In mathematics, the Cauchy integral theorem (also known as the Cauchy-Goursat theorem) in complex analysis, named after Augustin-Louis Cauchy (and Édouard Goursat), is an important statement about line integrals for holomorphic functions in the complex plane. Essentially, it says that if two different paths connect the same two points, and a function is holomorphic everywhere in between the two paths, then the two path integrals of the function will be the same.

## Statement

Formulation on Simply Connected Regions

Let $U\subseteq \mathbb {C}$ be a simply connected open set, and let $f:U\to \mathbb {C}$ be a holomorphic function. Let $\!\,\gamma :[a,b]\to U$ be a smooth closed curve. Then:

$\int _{\gamma }f(z)\,dz=0.$ (The condition that $U$ be simply connected means that $U$ has no "holes", or in other words, that the fundamental group of $U$ is trivial.)

General Formulation

Let $U\subseteq \mathbb {C}$ be an open set, and let $f:U\to \mathbb {C}$ be a holomorphic function. Let $\!\,\gamma :[a,b]\to U$ be a smooth closed curve. If $\!\,\gamma$ is homotopic to a constant curve, then:

$\int _{\gamma }f(z)\,dz=0.$ (Recall that a curve is homotopic to a constant curve if there exists a smooth homotopy from the curve to the constant curve. Intuitively, this means that one can shrink the curve into a point without exiting the space.) The first version is a special case of this because on a simply connected set, every closed curve is homotopic to a constant curve.

Main Example

In both cases, it is important to remember that the curve $\gamma$ not surround any "holes" in the domain, or else the theorem does not apply. A famous example is the following curve:

$\gamma (t)=e^{it}\quad t\in \left[0,2\pi \right]$ ,

which traces out the unit circle. Here the following integral

$\int _{\gamma }{\frac {1}{z}}\,dz=2\pi i\neq 0$ ,

is nonzero. The Cauchy integral theorem does not apply here since $f(z)=1/z$ is not defined at $z=0$ . Intuitively, $\gamma$ surrounds a "hole" in the domain of $f$ , so $\gamma$ cannot be shrunk to a point without exiting the space. Thus, the theorem does not apply.

## Discussion

As Édouard Goursat showed, Cauchy's integral theorem can be proven assuming only that the complex derivative f(z) exists everywhere in U. This is significant because one can then prove Cauchy's integral formula for these functions, and from that deduce these functions are infinitely differentiable.

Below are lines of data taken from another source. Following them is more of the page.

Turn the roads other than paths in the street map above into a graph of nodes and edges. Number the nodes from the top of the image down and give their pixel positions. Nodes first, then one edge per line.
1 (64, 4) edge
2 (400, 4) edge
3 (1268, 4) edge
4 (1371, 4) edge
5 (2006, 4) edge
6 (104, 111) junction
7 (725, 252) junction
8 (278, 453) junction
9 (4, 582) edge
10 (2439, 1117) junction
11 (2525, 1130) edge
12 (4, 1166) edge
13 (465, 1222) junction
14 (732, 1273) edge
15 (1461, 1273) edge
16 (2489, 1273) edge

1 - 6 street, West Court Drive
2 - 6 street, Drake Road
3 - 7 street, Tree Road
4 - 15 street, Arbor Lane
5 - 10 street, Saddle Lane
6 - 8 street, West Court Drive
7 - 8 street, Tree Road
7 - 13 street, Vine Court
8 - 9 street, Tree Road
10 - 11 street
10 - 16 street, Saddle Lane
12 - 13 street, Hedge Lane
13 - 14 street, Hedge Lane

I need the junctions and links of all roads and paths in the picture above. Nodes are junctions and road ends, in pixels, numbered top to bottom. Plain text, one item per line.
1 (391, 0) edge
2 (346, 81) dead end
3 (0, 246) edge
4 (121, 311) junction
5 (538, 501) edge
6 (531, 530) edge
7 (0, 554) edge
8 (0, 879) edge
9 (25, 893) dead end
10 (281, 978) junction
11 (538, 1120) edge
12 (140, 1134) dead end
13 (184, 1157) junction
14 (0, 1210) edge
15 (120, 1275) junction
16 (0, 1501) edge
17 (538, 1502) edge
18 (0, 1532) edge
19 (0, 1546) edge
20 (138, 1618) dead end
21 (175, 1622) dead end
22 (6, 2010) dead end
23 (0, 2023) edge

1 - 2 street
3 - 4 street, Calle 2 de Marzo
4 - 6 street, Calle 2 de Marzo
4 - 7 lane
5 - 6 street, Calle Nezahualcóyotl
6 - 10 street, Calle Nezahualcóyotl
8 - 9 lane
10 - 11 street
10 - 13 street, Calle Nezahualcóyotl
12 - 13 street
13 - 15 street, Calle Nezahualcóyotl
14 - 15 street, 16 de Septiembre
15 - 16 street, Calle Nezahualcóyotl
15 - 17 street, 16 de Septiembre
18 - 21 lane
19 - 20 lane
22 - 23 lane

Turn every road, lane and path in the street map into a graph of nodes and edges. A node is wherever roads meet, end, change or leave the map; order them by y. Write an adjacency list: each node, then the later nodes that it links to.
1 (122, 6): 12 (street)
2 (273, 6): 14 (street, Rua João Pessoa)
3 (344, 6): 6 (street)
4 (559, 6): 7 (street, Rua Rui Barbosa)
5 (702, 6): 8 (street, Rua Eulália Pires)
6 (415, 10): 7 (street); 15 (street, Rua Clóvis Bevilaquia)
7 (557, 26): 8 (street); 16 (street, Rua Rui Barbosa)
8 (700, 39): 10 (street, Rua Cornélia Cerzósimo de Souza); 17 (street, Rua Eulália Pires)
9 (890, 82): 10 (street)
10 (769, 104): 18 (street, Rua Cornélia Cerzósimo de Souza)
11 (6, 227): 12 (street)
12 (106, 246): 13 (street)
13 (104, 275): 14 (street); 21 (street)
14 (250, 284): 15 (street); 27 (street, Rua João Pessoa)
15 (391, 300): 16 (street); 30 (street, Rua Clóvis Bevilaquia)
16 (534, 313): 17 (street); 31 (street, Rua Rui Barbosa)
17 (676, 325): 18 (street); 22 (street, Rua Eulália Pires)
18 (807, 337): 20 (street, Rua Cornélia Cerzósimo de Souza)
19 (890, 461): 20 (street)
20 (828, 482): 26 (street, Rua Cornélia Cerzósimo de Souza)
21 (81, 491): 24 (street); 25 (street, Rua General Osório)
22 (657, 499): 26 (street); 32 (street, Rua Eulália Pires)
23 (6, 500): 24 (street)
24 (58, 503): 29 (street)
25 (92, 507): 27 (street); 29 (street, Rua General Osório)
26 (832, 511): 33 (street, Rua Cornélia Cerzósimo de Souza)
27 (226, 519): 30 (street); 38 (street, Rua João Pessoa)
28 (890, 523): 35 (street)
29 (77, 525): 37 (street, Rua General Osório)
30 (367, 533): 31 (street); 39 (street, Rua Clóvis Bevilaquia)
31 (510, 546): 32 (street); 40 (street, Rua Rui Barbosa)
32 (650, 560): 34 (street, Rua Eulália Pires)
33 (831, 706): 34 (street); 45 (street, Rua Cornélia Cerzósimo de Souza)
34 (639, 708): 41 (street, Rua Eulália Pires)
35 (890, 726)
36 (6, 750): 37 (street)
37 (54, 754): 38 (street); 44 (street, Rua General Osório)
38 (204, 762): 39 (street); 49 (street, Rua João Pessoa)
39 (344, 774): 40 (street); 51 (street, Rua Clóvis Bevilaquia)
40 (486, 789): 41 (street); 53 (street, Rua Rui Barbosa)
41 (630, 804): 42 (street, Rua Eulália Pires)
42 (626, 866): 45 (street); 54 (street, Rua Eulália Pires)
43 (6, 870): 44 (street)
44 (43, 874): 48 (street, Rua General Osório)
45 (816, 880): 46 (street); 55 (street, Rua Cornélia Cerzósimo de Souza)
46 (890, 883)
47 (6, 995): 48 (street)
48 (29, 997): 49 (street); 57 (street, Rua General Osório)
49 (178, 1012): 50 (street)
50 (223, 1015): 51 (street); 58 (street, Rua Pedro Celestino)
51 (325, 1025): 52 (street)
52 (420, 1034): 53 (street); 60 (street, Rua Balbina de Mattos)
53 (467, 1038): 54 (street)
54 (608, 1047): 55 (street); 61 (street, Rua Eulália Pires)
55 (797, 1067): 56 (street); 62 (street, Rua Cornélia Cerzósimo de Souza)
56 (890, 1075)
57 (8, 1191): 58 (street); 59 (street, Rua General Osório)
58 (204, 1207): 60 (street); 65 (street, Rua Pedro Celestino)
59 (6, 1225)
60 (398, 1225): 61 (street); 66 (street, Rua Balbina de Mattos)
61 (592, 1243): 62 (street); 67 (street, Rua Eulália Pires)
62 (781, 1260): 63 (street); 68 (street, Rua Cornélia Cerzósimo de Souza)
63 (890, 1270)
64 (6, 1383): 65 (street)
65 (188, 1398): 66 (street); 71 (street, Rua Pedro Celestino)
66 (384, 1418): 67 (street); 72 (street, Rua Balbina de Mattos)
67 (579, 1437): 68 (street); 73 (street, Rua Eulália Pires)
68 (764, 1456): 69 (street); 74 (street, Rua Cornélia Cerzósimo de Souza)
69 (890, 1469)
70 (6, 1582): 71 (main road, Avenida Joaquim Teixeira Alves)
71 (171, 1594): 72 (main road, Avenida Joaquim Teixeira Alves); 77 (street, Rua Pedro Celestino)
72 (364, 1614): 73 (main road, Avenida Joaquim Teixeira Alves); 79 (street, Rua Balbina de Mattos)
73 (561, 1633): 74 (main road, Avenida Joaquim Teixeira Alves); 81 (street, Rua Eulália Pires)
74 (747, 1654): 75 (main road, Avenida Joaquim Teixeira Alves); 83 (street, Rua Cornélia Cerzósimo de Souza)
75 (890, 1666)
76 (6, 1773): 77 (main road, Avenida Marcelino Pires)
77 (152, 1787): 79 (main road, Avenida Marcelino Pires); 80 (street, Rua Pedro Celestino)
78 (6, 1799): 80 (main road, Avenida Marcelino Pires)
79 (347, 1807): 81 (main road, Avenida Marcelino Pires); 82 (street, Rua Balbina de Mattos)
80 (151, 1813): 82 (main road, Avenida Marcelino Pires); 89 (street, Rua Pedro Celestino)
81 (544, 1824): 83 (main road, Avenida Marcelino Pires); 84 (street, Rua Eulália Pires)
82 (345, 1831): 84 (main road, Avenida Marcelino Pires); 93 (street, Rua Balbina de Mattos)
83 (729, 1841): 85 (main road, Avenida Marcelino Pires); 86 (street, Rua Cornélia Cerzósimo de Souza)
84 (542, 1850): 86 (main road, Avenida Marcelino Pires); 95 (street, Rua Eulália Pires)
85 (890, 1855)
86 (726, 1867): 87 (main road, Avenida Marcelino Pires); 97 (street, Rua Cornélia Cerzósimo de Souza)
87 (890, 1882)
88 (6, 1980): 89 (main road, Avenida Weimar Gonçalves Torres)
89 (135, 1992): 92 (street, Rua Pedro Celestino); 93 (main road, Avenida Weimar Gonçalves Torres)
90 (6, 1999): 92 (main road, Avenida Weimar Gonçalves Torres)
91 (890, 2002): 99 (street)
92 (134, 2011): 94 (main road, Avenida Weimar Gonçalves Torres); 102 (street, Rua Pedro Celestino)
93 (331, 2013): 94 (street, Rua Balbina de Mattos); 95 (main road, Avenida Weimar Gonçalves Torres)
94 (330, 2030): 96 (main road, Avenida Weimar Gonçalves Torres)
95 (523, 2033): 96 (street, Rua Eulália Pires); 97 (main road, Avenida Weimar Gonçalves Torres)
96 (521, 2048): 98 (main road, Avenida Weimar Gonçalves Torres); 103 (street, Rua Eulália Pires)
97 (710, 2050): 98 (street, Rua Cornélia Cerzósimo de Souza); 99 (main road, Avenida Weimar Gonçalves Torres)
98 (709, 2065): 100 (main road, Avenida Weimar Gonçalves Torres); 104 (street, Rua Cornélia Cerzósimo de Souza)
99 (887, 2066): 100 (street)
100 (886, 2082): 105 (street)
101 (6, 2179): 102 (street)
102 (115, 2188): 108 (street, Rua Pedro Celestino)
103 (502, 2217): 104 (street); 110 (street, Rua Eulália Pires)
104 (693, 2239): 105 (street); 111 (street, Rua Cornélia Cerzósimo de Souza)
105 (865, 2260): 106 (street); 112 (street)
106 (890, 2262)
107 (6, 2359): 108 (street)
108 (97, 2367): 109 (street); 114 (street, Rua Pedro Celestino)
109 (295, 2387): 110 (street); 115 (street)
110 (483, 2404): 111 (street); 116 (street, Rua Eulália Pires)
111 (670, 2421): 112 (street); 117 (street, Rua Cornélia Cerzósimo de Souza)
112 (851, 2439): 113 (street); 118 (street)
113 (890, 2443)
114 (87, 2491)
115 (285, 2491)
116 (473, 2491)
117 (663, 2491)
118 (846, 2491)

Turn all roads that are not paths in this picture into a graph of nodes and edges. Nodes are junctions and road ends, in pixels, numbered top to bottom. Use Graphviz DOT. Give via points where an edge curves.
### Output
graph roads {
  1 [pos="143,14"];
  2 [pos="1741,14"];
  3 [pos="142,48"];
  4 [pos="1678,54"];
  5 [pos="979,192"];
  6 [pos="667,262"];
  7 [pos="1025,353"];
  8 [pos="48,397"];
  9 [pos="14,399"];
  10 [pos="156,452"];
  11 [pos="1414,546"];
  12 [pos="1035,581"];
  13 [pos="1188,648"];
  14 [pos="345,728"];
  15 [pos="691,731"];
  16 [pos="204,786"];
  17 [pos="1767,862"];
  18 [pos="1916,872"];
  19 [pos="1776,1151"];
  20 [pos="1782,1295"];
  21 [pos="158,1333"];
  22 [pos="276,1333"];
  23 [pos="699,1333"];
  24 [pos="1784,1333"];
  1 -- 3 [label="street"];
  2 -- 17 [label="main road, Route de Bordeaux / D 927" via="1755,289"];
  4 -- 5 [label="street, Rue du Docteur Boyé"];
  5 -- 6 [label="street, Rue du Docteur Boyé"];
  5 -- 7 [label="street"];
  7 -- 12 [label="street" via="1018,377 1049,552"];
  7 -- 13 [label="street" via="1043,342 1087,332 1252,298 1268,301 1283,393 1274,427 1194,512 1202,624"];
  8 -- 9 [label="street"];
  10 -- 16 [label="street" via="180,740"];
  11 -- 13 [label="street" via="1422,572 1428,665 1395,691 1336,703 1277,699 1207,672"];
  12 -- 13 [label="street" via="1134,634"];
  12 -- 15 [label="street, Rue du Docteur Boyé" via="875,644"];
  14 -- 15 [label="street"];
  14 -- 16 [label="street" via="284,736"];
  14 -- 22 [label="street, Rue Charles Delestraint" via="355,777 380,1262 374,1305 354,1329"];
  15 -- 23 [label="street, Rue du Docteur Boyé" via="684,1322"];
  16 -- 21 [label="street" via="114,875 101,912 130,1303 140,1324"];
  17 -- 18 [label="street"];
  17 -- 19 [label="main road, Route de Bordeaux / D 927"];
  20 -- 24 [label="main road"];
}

The condition that U be simply connected means that U has no "holes" or, in homotopy terms, that the fundamental group of U is trivial; for instance, every open disk $U_{z_{0}}=\{z:|z-z_{0}| , for $z_{0}\in \mathbb {C}$ , qualifies. The condition is crucial; consider

$\gamma (t)=e^{it}\quad t\in \left[0,2\pi \right]$ which traces out the unit circle, and then the path integral

$\oint _{\gamma }{\frac {1}{z}}\,dz=\int _{0}^{2\pi }{\frac {1}{e^{it}}}(ie^{it}\,dt)=\int _{0}^{2\pi }i\,dt=2\pi i$ is nonzero; the Cauchy integral theorem does not apply here since $f(z)=1/z$ is not defined (and is certainly not holomorphic) at $z=0$ .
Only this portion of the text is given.